*** PROVIDED ENTRIES ***

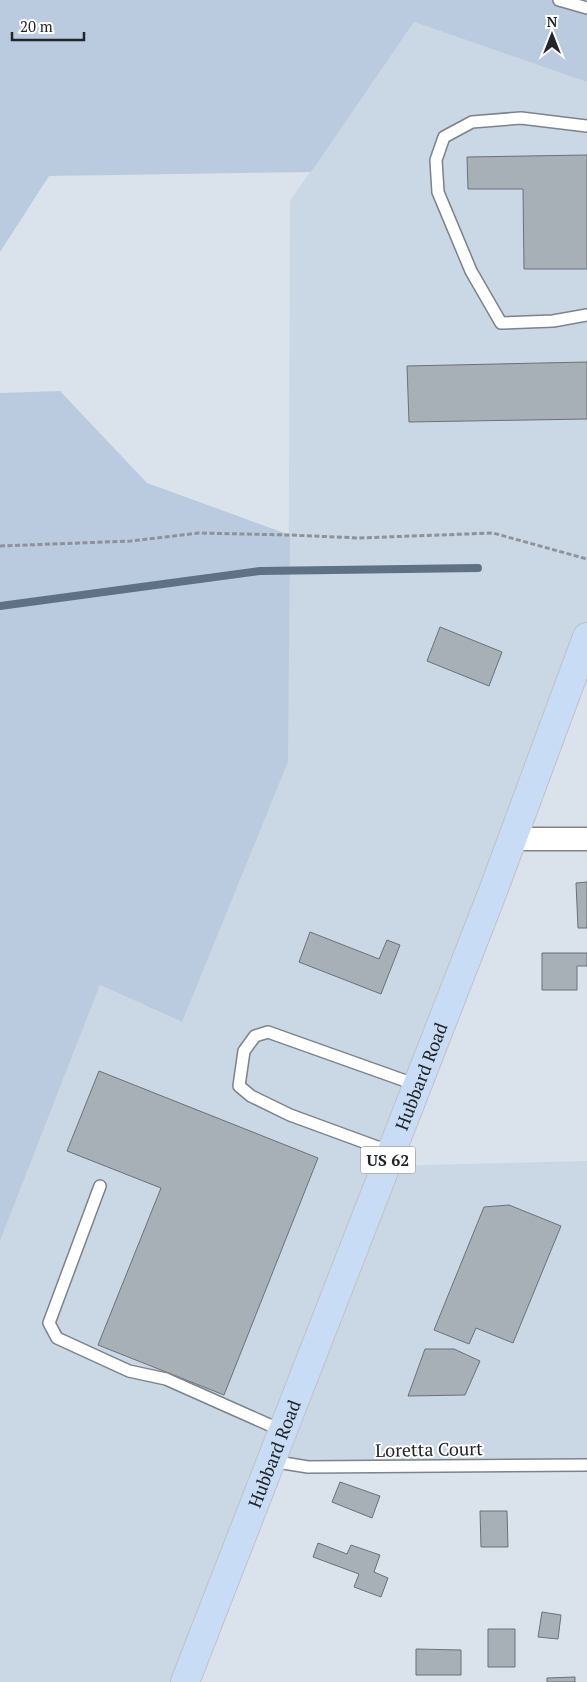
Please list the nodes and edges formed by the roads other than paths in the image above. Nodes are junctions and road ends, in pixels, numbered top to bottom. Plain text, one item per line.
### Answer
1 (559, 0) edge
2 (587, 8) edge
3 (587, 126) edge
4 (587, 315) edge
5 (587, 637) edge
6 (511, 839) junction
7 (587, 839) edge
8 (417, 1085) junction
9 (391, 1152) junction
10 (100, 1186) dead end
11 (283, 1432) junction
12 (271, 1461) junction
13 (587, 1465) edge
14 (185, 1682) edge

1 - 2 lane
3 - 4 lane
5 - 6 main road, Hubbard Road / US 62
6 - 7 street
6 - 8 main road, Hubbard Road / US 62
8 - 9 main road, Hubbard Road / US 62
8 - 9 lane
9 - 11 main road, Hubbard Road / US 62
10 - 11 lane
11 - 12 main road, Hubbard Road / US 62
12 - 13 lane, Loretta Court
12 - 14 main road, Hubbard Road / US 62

*** End of PROVIDED ENTRIES ***

▸ EXERCISE REQUIREMENTS
Exactly as given, transcribe every line of the data, but not its images.

▸ YOUR RESPONSE
Please list the nodes and edges formed by the roads other than paths in the image above. Nodes are junctions and road ends, in pixels, numbered top to bottom. Plain text, one item per line.
### Answer
1 (559, 0) edge
2 (587, 8) edge
3 (587, 126) edge
4 (587, 315) edge
5 (587, 637) edge
6 (511, 839) junction
7 (587, 839) edge
8 (417, 1085) junction
9 (391, 1152) junction
10 (100, 1186) dead end
11 (283, 1432) junction
12 (271, 1461) junction
13 (587, 1465) edge
14 (185, 1682) edge

1 - 2 lane
3 - 4 lane
5 - 6 main road, Hubbard Road / US 62
6 - 7 street
6 - 8 main road, Hubbard Road / US 62
8 - 9 main road, Hubbard Road / US 62
8 - 9 lane
9 - 11 main road, Hubbard Road / US 62
10 - 11 lane
11 - 12 main road, Hubbard Road / US 62
12 - 13 lane, Loretta Court
12 - 14 main road, Hubbard Road / US 62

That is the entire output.